What did he see? The light simmered down some. He saw white. Not light white, but ceramic white. The white you might see in the hospital, or maybe the morgue. He felt he belonged in the morgue.
The brightness came back and he wondered what gave the light the permission to blind him. He rubbed his eyes again and put his head against his forearm. It felt warm. Warm like he’d been lying exactly like this for a few hours warm. He struggled to open his eyes again, more white light. The back of a tub made itself apparent to him. And now that he was looking at it, it wasn’t that white. It was grimy. The rings of grime came to the absolute top of the tub.
He braced himself and pushed himself up. He was lying in a tub. His head was throbbing, he wasn’t sure what tub. He wasn’t sure where he was, but he could smell vomit and he was sure he had vomit on him. His eyes were deceiving him and when he tried to open them wide and take the reality in, they felt crusty and heavy and closed again. He rubbed them, again. This time he could feel small particles of something falling off of his face.
He kept his eyes closed and felt for a knob. He had to reach way, way in back. Finally he felt a metal object, though he wasn’t sure what it was.

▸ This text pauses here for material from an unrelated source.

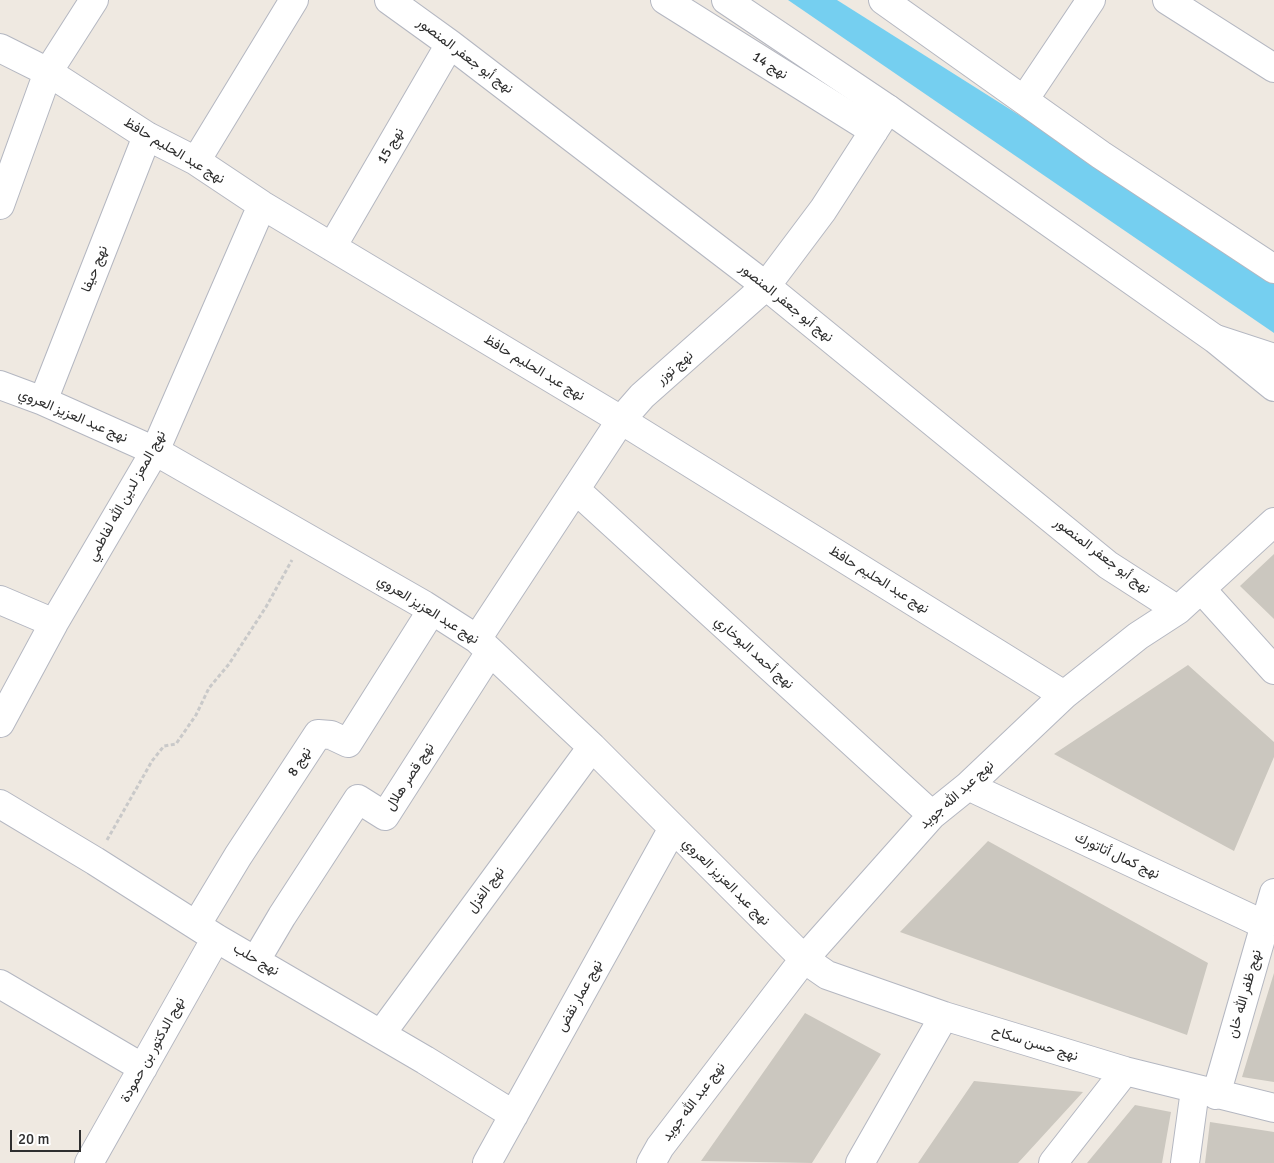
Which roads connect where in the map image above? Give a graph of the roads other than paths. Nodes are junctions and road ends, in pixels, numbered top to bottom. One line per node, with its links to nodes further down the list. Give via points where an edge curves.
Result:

He pulled on the metal object and nothing. He twisted the object and nothing. He rubbed his eyes again and more filth fell onto the surface of the tub. His stomach lurched and his back rose. His throat opened yet as though he were going to choke and never breathe again. His heart pounded in his chest and his ears rang. He was in hell. He was sure of it. This moment, this feeling of sickness of pure hatred for what he’d felt, was hell. Welcome to hell.
No vomit came from his stomach. No vomit came from his throat and no vomit came from his mouth. His mid-section wretched up and down looking like an October cat in a filthy dance. Up and down, his body rose and nothing came out. Yet he smelt his own vomit lingering all about him. Again he rose up and again he produced nothing. Beads of sweat were on his forehead, it wasn’t long before they fell onto the surface of the tub. He lurched heavily downward with a massive cough and something came up. Something vile and red landed onto the tub’s floor. Black. He saw nothing but black as he slowly faded and fainted again.
White, a splashing white. His eyes felt burnt. He rubbed them yet again and felt as though he’d done this a hundred times, no a thousand times. He smelt vomit and he remembered trying to vomit and the immense pain he’d felt. Was that only a few moments ago or a few nights ago?
He pushed himself from the same tub floor, this time with more strength. He saw blood and streaks of blood running down the bottom of the bathtub. He knew the water wasn’t on because he’d tried that and it hadn’t worked. He was thinking more clearly but not clearly enough to know where he was.
He shakily rose and viewed the awful tub floor below. The horrific scene below him seemed to be swaying.